GIVEN INFORMATION -

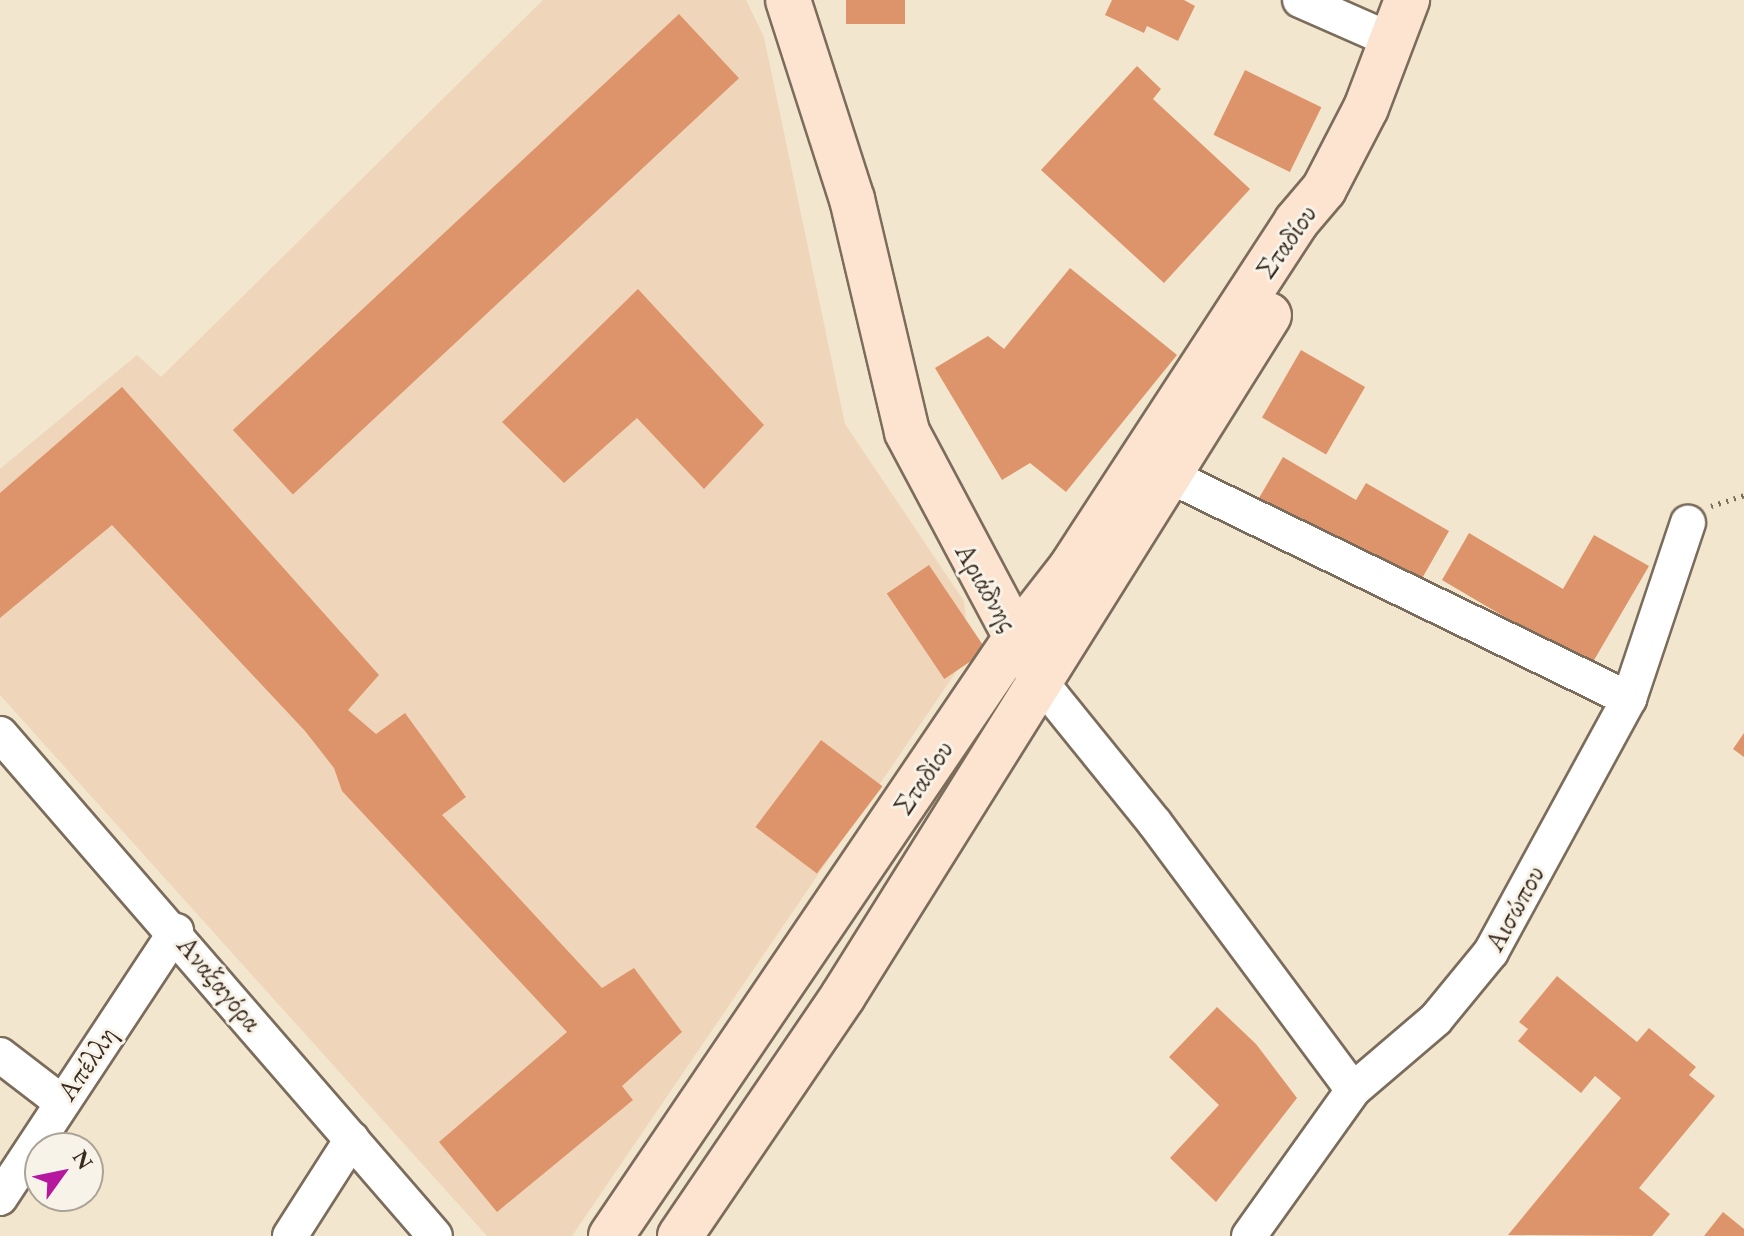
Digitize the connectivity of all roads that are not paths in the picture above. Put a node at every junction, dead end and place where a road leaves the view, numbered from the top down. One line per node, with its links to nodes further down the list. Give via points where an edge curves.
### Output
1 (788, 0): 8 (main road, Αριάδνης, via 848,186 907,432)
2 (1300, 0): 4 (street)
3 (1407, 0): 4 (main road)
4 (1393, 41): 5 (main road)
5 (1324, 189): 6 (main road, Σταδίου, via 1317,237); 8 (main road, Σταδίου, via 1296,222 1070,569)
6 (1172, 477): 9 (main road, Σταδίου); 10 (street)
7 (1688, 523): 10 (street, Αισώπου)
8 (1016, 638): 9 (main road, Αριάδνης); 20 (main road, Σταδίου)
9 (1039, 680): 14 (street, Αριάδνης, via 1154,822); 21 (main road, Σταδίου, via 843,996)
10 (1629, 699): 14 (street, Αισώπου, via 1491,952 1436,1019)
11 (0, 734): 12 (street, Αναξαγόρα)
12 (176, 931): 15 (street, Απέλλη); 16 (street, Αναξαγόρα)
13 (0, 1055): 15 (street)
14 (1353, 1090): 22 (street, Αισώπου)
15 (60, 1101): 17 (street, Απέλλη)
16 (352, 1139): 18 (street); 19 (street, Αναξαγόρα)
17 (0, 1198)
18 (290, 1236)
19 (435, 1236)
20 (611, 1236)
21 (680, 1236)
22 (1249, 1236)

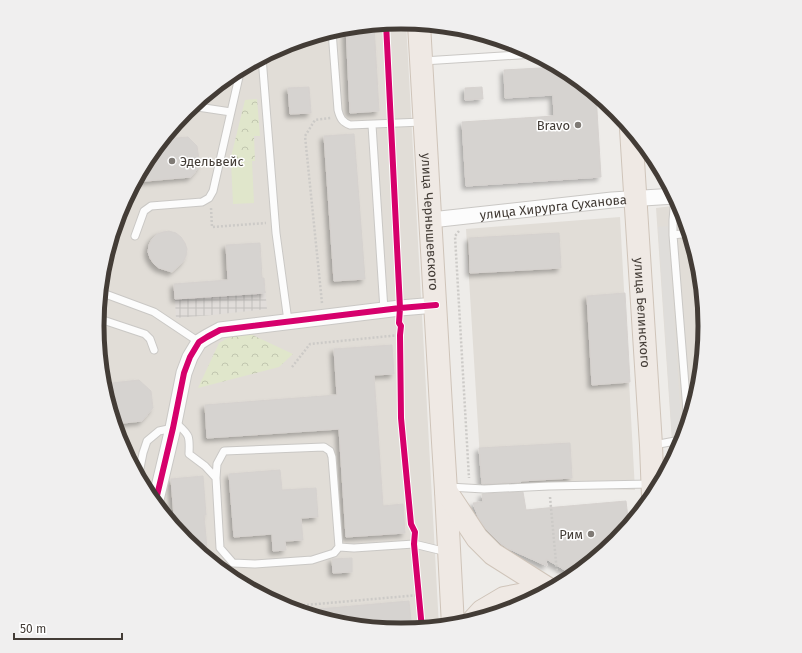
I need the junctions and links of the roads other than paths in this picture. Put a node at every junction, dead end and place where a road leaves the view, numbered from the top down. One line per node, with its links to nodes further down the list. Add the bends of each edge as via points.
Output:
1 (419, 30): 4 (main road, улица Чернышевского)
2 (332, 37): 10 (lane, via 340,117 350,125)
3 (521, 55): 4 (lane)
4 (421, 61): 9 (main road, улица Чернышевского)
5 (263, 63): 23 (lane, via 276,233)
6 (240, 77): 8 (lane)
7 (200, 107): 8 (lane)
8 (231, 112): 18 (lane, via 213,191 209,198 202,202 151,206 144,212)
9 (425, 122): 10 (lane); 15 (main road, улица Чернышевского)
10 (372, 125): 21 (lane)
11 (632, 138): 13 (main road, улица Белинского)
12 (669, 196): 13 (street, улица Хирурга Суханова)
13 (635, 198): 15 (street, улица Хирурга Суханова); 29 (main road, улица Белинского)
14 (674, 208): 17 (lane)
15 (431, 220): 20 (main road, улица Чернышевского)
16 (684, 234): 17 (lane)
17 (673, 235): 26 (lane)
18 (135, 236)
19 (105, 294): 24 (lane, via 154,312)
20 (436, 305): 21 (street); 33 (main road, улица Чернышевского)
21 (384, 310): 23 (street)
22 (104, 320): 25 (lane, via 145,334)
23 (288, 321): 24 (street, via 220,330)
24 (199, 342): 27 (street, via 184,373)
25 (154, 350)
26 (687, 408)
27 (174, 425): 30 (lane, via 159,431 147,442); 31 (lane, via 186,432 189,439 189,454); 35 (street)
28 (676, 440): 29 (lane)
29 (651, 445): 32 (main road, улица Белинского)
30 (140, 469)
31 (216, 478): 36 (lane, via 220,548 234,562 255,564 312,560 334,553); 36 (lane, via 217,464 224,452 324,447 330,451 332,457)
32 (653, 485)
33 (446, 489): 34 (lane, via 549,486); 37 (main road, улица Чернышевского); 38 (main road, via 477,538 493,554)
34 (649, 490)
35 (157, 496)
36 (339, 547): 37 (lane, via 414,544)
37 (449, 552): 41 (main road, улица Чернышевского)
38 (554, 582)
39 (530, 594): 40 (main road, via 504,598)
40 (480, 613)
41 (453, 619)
--
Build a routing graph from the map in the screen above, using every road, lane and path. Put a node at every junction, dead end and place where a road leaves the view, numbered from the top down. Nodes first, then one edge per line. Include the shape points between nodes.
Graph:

DIRECTIONS FOR THIS TASK - Select and copy every line from the records that includes the word "picture".

SOLVED PROBLEM -
Digitize the connectivity of all roads that are not paths in the picture above. Put a node at every junction, dead end and place where a road leaves the view, numbered from the top down. One line per node, with its links to nodes further down the list. Give via points where an edge curves.
I need the junctions and links of the roads other than paths in this picture. Put a node at every junction, dead end and place where a road leaves the view, numbered from the top down. One line per node, with its links to nodes further down the list. Add the bends of each edge as via points.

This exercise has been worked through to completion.